──────── Extracted data

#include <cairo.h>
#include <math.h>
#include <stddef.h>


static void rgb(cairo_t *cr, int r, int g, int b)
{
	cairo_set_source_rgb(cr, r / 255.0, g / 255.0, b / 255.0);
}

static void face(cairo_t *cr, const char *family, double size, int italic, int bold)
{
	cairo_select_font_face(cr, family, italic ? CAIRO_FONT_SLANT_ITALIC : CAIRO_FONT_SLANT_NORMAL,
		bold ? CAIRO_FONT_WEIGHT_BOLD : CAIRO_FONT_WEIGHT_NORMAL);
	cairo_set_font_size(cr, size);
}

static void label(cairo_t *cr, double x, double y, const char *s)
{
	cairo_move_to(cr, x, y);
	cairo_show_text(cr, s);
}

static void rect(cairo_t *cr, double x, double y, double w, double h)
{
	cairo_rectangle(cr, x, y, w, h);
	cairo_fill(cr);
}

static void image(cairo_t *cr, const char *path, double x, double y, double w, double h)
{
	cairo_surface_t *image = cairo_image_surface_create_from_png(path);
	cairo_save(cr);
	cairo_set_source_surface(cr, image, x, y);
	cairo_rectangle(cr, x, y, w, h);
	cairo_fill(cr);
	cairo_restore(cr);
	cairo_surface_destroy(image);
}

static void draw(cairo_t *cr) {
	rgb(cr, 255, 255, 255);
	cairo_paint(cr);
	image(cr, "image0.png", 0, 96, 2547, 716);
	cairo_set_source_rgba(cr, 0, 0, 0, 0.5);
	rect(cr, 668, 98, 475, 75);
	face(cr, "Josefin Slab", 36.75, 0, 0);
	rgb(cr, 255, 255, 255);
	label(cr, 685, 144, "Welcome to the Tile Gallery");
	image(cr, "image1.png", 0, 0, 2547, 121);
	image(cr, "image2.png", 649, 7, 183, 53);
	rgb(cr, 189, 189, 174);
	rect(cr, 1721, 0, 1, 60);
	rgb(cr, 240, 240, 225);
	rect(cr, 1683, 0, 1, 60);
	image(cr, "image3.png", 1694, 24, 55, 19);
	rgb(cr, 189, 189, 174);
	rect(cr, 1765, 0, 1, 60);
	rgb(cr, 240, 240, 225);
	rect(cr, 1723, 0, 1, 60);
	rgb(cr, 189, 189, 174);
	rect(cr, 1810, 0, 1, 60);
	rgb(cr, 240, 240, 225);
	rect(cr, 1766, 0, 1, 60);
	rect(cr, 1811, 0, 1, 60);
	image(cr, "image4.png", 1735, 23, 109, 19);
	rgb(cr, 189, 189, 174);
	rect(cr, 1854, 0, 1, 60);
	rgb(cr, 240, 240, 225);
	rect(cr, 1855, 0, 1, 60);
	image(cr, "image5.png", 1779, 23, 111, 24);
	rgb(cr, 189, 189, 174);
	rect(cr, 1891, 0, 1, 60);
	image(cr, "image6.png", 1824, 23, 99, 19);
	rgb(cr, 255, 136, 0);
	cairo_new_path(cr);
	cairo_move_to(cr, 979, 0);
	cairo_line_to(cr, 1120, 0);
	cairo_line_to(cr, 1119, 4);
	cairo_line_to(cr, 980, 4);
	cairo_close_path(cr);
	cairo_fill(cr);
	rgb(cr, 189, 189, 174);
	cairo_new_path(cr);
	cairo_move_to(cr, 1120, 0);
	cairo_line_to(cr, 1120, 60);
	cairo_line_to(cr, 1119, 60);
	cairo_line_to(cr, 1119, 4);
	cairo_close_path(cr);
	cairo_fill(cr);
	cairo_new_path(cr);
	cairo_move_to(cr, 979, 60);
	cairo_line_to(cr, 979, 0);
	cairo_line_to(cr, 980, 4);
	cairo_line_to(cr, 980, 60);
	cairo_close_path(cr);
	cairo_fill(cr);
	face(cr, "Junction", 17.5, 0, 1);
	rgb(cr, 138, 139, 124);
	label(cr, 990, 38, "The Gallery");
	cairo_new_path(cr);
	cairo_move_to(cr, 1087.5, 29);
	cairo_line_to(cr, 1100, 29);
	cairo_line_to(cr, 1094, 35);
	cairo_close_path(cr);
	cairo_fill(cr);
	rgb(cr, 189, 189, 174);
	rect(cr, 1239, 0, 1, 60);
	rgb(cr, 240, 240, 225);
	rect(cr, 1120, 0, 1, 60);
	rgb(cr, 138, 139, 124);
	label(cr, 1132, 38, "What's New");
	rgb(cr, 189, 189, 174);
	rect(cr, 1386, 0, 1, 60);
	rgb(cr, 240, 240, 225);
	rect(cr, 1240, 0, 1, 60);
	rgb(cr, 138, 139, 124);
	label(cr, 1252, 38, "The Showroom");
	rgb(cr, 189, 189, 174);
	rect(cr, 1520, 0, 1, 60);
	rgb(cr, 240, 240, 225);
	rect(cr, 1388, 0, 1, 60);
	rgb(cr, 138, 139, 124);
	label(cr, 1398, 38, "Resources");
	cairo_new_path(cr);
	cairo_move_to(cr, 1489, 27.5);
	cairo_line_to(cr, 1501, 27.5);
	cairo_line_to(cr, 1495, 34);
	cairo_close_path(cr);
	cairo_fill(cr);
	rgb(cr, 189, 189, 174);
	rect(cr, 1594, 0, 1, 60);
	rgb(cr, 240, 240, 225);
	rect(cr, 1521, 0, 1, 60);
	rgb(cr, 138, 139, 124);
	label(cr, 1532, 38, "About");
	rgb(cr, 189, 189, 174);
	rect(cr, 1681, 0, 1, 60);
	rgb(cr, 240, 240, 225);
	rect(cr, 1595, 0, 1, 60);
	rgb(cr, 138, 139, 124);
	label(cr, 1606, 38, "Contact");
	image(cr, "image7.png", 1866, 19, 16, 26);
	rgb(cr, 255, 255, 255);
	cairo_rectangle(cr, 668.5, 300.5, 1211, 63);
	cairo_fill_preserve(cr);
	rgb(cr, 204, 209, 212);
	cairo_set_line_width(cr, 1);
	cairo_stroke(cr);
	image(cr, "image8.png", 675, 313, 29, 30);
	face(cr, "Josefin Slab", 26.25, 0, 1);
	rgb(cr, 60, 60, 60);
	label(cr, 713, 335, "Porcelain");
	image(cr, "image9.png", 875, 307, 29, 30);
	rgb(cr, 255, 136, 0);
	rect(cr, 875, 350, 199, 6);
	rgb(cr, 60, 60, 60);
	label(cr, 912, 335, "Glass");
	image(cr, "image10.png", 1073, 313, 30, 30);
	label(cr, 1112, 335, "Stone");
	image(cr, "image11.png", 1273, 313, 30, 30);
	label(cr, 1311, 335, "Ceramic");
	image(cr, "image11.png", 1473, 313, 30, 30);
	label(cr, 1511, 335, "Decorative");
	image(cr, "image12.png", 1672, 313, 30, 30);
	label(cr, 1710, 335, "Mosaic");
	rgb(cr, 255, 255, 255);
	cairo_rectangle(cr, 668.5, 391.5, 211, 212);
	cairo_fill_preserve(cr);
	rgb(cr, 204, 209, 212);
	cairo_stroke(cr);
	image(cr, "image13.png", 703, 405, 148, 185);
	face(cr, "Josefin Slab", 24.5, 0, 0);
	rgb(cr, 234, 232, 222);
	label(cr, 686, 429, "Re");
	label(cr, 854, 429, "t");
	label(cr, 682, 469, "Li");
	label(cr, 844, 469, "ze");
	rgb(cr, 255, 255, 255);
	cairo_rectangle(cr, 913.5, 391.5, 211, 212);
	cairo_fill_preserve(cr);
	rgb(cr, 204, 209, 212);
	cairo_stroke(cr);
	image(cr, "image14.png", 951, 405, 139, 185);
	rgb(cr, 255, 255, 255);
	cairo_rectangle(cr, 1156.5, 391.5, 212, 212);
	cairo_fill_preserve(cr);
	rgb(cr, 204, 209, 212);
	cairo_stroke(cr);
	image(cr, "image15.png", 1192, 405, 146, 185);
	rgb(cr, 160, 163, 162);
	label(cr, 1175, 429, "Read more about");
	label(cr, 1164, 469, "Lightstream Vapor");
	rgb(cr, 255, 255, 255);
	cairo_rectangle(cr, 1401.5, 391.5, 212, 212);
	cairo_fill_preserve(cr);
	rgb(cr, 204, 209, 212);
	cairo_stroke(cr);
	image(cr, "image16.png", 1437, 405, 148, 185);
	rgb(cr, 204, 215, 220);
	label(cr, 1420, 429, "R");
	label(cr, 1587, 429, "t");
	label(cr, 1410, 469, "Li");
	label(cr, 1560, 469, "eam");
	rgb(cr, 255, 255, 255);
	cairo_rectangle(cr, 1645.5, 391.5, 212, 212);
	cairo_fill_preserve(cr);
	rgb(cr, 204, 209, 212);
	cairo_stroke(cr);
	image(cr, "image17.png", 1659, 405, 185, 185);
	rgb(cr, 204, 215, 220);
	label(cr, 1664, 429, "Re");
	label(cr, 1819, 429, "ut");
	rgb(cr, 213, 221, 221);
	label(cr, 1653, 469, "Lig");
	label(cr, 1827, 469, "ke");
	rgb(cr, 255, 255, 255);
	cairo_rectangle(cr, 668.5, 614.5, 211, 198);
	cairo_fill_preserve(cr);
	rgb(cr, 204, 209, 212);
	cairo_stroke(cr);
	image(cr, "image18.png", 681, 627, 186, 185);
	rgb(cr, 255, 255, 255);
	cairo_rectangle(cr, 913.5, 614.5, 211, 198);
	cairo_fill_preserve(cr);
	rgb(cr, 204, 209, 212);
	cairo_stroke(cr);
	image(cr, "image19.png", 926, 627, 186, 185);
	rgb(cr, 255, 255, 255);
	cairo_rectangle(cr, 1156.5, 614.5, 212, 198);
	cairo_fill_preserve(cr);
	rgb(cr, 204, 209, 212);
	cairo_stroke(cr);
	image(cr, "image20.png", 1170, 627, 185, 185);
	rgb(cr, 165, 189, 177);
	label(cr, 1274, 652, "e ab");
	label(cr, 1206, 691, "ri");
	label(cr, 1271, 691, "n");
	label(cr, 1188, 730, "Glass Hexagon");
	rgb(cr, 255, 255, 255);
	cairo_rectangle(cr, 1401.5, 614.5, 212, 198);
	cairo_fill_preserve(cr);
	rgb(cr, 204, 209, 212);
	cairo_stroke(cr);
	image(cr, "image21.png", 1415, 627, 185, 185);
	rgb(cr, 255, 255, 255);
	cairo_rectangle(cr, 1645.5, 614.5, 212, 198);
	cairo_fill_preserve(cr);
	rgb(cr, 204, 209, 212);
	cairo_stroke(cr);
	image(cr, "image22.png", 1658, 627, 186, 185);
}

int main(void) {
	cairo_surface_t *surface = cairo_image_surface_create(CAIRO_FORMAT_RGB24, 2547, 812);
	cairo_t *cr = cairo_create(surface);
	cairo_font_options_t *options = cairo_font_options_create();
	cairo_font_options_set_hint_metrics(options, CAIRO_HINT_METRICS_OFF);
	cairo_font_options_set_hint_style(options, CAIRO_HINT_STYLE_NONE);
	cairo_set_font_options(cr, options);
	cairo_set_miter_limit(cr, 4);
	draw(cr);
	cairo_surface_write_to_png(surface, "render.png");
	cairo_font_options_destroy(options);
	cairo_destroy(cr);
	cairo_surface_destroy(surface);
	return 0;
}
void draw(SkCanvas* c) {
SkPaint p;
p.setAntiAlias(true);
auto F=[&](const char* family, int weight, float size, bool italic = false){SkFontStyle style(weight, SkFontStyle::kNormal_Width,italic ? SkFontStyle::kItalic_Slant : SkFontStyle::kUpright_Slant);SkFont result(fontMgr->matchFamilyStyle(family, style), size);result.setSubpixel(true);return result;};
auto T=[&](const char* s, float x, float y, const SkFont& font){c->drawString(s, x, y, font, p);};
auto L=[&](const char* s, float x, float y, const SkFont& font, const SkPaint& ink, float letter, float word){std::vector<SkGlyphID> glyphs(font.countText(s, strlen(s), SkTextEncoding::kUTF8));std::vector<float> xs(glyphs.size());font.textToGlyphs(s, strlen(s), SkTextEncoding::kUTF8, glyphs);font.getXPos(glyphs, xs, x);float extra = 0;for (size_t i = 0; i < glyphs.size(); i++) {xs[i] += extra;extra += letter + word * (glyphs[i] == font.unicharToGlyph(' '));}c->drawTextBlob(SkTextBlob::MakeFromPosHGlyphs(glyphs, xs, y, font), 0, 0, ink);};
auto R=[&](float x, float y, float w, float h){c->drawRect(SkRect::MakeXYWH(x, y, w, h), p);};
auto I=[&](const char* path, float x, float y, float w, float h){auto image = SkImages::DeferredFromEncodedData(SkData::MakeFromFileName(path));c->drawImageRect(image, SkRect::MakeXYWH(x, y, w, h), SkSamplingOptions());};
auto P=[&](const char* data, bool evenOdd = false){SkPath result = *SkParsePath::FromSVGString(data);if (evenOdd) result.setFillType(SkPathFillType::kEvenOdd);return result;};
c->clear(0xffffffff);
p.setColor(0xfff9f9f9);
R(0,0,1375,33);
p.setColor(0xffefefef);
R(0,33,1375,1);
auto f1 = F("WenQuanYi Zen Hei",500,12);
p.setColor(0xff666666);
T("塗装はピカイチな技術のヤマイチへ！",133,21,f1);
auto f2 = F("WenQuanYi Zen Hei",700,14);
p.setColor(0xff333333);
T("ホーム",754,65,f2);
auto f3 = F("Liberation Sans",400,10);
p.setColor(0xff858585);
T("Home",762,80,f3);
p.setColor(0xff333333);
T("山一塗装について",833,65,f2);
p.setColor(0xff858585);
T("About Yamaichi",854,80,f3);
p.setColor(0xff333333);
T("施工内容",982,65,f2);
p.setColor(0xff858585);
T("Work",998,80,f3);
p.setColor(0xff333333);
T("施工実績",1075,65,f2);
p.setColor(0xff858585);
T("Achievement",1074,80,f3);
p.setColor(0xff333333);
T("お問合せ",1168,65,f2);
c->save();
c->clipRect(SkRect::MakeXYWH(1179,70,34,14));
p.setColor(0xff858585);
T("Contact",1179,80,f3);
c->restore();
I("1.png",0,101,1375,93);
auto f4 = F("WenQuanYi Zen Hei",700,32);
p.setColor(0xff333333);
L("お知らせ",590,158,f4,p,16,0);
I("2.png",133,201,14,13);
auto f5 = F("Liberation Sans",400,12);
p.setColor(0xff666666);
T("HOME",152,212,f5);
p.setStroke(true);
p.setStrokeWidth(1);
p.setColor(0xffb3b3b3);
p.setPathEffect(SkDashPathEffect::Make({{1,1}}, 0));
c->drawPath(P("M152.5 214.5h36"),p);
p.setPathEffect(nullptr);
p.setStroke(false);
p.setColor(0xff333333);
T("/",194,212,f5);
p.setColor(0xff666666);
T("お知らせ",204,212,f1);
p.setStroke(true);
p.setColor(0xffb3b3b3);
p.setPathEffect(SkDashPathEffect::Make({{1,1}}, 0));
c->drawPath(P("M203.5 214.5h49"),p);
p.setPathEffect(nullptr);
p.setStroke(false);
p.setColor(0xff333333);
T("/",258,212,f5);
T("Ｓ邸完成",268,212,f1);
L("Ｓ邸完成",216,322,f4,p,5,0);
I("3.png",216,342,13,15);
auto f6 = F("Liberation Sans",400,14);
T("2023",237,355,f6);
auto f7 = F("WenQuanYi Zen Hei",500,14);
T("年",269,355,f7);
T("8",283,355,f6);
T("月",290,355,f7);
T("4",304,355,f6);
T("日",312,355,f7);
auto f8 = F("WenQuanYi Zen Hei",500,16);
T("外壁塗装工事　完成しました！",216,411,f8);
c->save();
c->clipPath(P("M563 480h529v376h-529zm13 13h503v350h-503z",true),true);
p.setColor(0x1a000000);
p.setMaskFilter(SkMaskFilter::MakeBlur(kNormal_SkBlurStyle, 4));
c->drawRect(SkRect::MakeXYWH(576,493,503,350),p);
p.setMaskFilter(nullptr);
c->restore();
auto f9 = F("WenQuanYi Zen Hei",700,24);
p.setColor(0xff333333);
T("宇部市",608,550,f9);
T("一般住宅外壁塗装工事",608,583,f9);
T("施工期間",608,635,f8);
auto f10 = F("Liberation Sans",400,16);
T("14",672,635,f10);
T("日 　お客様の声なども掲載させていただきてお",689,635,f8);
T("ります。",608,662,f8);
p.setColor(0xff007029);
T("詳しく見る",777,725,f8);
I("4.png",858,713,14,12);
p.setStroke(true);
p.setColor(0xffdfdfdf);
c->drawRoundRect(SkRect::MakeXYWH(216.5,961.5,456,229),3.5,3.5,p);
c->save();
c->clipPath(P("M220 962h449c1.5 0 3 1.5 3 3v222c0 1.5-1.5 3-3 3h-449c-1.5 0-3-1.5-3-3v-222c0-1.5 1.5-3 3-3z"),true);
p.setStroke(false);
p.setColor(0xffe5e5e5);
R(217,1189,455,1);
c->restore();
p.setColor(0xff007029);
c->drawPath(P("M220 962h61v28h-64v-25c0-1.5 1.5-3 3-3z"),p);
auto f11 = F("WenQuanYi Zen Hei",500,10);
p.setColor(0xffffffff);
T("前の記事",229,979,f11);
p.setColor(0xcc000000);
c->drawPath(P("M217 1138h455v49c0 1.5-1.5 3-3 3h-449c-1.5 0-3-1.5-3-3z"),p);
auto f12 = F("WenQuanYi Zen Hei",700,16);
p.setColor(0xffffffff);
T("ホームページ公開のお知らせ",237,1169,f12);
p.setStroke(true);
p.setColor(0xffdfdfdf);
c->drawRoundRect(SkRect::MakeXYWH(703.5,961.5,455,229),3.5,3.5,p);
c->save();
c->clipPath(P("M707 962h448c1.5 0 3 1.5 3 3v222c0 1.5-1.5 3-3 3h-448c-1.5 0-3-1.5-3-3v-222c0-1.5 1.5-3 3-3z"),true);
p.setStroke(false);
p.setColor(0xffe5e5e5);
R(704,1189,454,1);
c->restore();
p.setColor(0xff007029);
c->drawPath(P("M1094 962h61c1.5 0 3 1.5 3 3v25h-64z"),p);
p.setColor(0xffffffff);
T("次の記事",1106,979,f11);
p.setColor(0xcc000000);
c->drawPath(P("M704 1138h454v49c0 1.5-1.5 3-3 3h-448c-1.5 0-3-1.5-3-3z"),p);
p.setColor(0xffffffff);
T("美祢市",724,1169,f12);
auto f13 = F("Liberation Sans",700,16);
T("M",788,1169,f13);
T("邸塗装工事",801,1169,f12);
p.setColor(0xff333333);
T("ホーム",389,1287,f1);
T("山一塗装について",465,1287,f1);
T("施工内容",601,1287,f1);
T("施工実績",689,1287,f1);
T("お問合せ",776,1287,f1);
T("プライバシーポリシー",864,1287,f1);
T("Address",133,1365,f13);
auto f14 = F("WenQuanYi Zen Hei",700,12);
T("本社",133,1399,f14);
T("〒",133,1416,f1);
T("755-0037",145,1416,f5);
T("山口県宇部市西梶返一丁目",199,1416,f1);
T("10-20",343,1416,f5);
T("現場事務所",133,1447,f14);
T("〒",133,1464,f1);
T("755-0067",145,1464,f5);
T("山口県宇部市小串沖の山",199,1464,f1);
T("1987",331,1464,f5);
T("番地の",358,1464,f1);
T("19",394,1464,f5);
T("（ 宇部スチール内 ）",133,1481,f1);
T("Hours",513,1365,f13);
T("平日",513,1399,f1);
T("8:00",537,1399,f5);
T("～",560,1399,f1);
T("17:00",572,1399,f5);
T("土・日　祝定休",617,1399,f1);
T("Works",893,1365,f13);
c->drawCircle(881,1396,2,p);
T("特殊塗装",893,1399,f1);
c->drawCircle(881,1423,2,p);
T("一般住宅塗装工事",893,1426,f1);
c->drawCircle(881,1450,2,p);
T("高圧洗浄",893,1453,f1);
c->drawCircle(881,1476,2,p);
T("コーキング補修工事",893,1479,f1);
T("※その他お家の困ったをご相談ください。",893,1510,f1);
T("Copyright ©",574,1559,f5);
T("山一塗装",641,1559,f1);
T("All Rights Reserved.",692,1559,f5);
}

────────────────

**Brief:** From the opening line of the data above through the line holding "cairo_set_source_surface(cr, image, x, y);", give every line again exactly as it stands.

**Answer to this task:**
#include <cairo.h>
#include <math.h>
#include <stddef.h>


static void rgb(cairo_t *cr, int r, int g, int b)
{
	cairo_set_source_rgb(cr, r / 255.0, g / 255.0, b / 255.0);
}

static void face(cairo_t *cr, const char *family, double size, int italic, int bold)
{
	cairo_select_font_face(cr, family, italic ? CAIRO_FONT_SLANT_ITALIC : CAIRO_FONT_SLANT_NORMAL,
		bold ? CAIRO_FONT_WEIGHT_BOLD : CAIRO_FONT_WEIGHT_NORMAL);
	cairo_set_font_size(cr, size);
}

static void label(cairo_t *cr, double x, double y, const char *s)
{
	cairo_move_to(cr, x, y);
	cairo_show_text(cr, s);
}

static void rect(cairo_t *cr, double x, double y, double w, double h)
{
	cairo_rectangle(cr, x, y, w, h);
	cairo_fill(cr);
}

static void image(cairo_t *cr, const char *path, double x, double y, double w, double h)
{
	cairo_surface_t *image = cairo_image_surface_create_from_png(path);
	cairo_save(cr);
	cairo_set_source_surface(cr, image, x, y);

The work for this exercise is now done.